Como el caso Rushdie nos ha recordado, un fundamentalismo que conduzca a una praxis intolerante resulta incompatible con el Estado de derecho. Esta praxis se apoya en interpretaciones del mundo -de carácter religioso o propias de una filosofía de la historia- que pretenden exclusividad para una forma de vida privilegiada. Tales concepciones carecen de la conciencia de la falibiliad de sus pretensiones de validez y del respeto por la “carga de la razón” (John Rawls). Por supuesto, las interpretaciones globales del mundo y las convicciones religiosas no tienen que asociarse forzosamente a un falibilismo del tipo que hoy en día acompaña al saber hipotético de las ciencias experimentales. No obstante, las imágenes fundamentalistas del mundo son dogmáticas en el siguiente sentido: no dejan lugar alguno para una reflexión sobre la relación con otras imágenes del mundo con las que comparten el mismo universo de discurso y contra cuyas pretensiones de validez en competencia sólo pueden afirmarse con razones. No dejan lugar alguno para un “reasonable disgreement”.

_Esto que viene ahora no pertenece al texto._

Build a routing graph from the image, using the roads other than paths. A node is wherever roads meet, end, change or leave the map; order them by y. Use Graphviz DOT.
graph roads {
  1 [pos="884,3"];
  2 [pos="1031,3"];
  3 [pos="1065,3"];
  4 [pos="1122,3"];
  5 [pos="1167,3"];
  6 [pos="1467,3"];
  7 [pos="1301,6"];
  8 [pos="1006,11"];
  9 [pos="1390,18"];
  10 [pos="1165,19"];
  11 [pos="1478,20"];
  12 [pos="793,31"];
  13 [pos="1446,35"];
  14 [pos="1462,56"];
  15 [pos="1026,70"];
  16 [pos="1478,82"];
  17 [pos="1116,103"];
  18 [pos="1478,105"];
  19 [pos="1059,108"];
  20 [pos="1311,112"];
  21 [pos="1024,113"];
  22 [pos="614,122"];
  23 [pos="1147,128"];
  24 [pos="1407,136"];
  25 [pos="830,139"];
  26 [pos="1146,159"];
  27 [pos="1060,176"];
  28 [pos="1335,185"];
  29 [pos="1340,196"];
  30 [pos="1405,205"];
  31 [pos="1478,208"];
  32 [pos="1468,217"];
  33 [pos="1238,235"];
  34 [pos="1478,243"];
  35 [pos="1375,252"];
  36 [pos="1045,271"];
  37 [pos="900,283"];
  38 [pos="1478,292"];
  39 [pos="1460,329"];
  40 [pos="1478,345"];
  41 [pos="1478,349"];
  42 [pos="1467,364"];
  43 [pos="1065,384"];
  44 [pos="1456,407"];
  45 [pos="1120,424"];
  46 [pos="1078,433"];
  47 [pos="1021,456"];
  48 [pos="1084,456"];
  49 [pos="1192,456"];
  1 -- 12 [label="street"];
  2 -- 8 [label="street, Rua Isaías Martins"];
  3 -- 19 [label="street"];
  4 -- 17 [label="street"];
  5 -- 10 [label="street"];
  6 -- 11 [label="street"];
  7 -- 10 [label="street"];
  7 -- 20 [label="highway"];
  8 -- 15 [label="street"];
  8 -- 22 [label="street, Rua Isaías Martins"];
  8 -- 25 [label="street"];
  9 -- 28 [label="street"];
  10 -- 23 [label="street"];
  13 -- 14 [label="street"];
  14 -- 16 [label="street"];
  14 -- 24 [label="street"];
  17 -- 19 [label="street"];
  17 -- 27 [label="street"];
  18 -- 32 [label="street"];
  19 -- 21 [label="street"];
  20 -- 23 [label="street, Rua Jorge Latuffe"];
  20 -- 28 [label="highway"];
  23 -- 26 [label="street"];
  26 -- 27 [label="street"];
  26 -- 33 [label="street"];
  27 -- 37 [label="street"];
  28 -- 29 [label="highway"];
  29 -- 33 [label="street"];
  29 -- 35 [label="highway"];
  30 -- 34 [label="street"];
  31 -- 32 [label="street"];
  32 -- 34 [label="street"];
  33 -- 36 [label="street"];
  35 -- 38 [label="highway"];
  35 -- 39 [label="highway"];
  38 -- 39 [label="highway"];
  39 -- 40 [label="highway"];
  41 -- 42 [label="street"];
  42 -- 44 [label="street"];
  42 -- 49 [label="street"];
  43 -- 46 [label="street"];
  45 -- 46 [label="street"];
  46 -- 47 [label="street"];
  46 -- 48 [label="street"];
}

Los poderes de la fe subjetivizada del mundo moderno se han caracterizado, por el contrario, por una posición reflexiva que no se limita a aceptar un modus vivendi -juridicamente coactivo bajo las condiciones de la libertad religiosa-. Las imágenes del mundo no fundamentalistas, que Rawls caracteriza como “not unreasonable comprehensive doctrines”, permiten, más bien, en el sentido de la tolerancia de Lessing, una disputa civilizada entre las difererentes convicciones, en la que una de las partes, sin sacrificar sus propias pretensiones de validez, puede reconocer a las otras partes como contendientes en pro de verdades auténticas.